Last, Faure noted that no draft directive had yet been prepared on the question of improving East-West contacts (item number 4 on the Conference agenda). He asked whether all were agreed on this list. (All agreed.) Faure then proposed that discussion should begin with the question of the order in which the items would be taken up by the meeting of Foreign Ministers. He noted that the order proposed by the United Kingdom, the United States, and France was: (1) German reunification, (2) European security, (3) Disarmament. Whereas the order proposed by the Soviet delegation was: (1) European security, (2) Disarmament, (3) the German problem.

Eden said that the order proposed by the three Western Powers was that which, by agreement, had been followed in this conference. It therefore seemed natural to place the subject in the same order in the directive to the Foreign Ministers. He recalled that Mr. Macmillan had said last night that this did not exclude parallel study of the questions referred to the Foreign Ministers, nor simultaneous fulfillment of these matters, for example, of European security and German reunification.3

[Page 495]

Bulganin said that he would like Molotov to speak on item one.

Molotov said that it was true that yesterday they had discussed the five outstanding questions and that the first was the question of the order in which the subjects were to be considered by the Foreign Ministers conference. The discussion showed that they were not in complete agreement on the order. The reason for this was that the Soviet Delegation believed that these matters should be discussed in the order of their importance and public interest. This meant that European security should come first, for it was the most urgent for all European people. The importance of the question of European security was emphasized by the fact that the Soviet Delegation had made at least two new proposals, rather three, and that the other Delegations also had made proposals, such as the Five-Power Security Pact proposed by Eden. The Soviet Delegation suggested that Disarmament be listed as the second item. Its importance was stressed by the number of statements made on this subject by the four Heads of Government at this conference. Finally would come the German problem. Its importance was recognized by the Soviet Government, which was in favor of having it discussed by the Foreign Ministers. Finally, with regard to the order of discussion proposed by the Chairman, the Soviet Delegation was of opinion that there should be a general exchange of views on all the differences in order that they might see where they stand and explore the possibilities of compromise.

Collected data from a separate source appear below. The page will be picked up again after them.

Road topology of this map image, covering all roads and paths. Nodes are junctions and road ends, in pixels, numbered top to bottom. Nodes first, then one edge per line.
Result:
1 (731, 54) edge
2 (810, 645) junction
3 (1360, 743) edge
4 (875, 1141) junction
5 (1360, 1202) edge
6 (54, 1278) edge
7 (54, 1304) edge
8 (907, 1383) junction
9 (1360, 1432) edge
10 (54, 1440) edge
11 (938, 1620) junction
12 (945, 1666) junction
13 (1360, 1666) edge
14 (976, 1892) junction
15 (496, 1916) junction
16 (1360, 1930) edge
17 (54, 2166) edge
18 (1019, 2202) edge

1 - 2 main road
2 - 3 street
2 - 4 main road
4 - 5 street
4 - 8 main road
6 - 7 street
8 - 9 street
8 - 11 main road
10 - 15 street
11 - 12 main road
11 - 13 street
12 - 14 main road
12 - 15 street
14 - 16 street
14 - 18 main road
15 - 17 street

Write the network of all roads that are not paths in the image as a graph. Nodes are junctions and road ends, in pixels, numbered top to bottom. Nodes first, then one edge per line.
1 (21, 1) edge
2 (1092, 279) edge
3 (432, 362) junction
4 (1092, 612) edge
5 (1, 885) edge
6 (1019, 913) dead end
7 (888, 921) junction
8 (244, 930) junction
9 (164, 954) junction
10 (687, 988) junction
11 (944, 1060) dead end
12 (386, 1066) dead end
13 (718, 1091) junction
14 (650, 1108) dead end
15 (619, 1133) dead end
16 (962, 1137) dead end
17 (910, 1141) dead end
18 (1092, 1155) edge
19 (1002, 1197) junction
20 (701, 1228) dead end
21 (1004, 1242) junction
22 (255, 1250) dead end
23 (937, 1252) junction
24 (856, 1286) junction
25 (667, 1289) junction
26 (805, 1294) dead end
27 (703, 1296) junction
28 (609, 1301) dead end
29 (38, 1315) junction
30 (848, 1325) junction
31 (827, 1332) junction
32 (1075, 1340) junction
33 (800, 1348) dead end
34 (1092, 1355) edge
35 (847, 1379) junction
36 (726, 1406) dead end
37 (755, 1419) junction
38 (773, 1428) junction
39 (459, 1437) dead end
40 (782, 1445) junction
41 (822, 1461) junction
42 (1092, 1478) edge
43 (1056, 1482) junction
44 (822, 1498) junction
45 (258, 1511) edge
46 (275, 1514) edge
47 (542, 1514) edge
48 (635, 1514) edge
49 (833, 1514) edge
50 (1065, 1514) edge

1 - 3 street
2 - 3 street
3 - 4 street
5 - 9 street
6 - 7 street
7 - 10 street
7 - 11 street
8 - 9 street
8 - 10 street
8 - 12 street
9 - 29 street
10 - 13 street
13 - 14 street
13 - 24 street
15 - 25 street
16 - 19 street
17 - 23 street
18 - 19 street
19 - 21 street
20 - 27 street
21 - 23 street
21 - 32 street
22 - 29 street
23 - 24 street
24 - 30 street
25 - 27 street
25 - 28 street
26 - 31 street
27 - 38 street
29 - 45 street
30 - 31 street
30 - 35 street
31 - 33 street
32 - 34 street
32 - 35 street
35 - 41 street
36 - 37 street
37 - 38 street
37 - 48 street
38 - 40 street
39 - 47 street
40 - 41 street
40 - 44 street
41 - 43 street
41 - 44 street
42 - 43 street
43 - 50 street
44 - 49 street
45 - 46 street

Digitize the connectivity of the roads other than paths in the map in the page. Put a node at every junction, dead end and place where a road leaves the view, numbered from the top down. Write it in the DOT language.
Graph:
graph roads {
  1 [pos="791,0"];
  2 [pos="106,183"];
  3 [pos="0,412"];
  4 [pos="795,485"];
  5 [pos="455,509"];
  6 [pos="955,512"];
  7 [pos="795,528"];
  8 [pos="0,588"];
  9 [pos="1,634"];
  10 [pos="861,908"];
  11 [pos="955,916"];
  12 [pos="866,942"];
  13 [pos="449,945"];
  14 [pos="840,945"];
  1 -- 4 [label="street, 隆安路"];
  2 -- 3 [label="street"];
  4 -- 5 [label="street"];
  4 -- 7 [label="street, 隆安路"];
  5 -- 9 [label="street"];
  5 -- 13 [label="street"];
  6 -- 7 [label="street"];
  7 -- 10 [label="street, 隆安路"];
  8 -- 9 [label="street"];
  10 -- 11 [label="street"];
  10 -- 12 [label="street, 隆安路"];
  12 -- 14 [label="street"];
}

Eisenhower said that in general the United States position had been already stated by Sir Anthony Eden. It happened that we agreed and he would not repeat it. He would like, however, to make a few personal observations. He had been impressed by the comradely and friendly spirit which had characterized these talks, and by the new friends he had made and the opportunity to talk with them here. He hoped that these opportunities would be enlarged in the future, for this was the spirit which must underlie all fruitful negotiations in the international field. It would be a pity if this spirit, which he had felt developing, could not be evidenced and proved to the world by real accomplishments. It would be impossible to do this unless the four Heads of Government could provide some directive to their Foreign Ministers. Since no one could have his full way, could there not be found some common meeting-ground on which we all might agree? It had been suggested that the items be dealt with in the order of their importance. This was a relative matter. It differs for different countries. The suggestion to include the topic of European security on the agenda of this conference, for example, had been accepted by him only after strong urging by others in his own delegation, since he considered it outside the scope of this conference. However, he had accepted it. In the United States the German [Page 496] question was of such importance that if the public read in their newspapers that the order had now suddenly been reversed, it would be difficult to give a plausible explanation which would be approved by the people. For the third time at this Conference he would like to refer to Mr. Bulganin’s speech of July 15, in which Mr. Bulganin had said that we must find at this meeting machinery by which the solution of these problems can be furthered. Consequently his proposal was simple. It was that they should take up the questions in the order suggested by the Chairman, and that they should direct the Foreign Ministers to set up machinery for dealing with them simultaneously. These questions could be dealt with simultaneously because they were all interconnected, and by this means questions of priority, timing, and relative importance could be eliminated.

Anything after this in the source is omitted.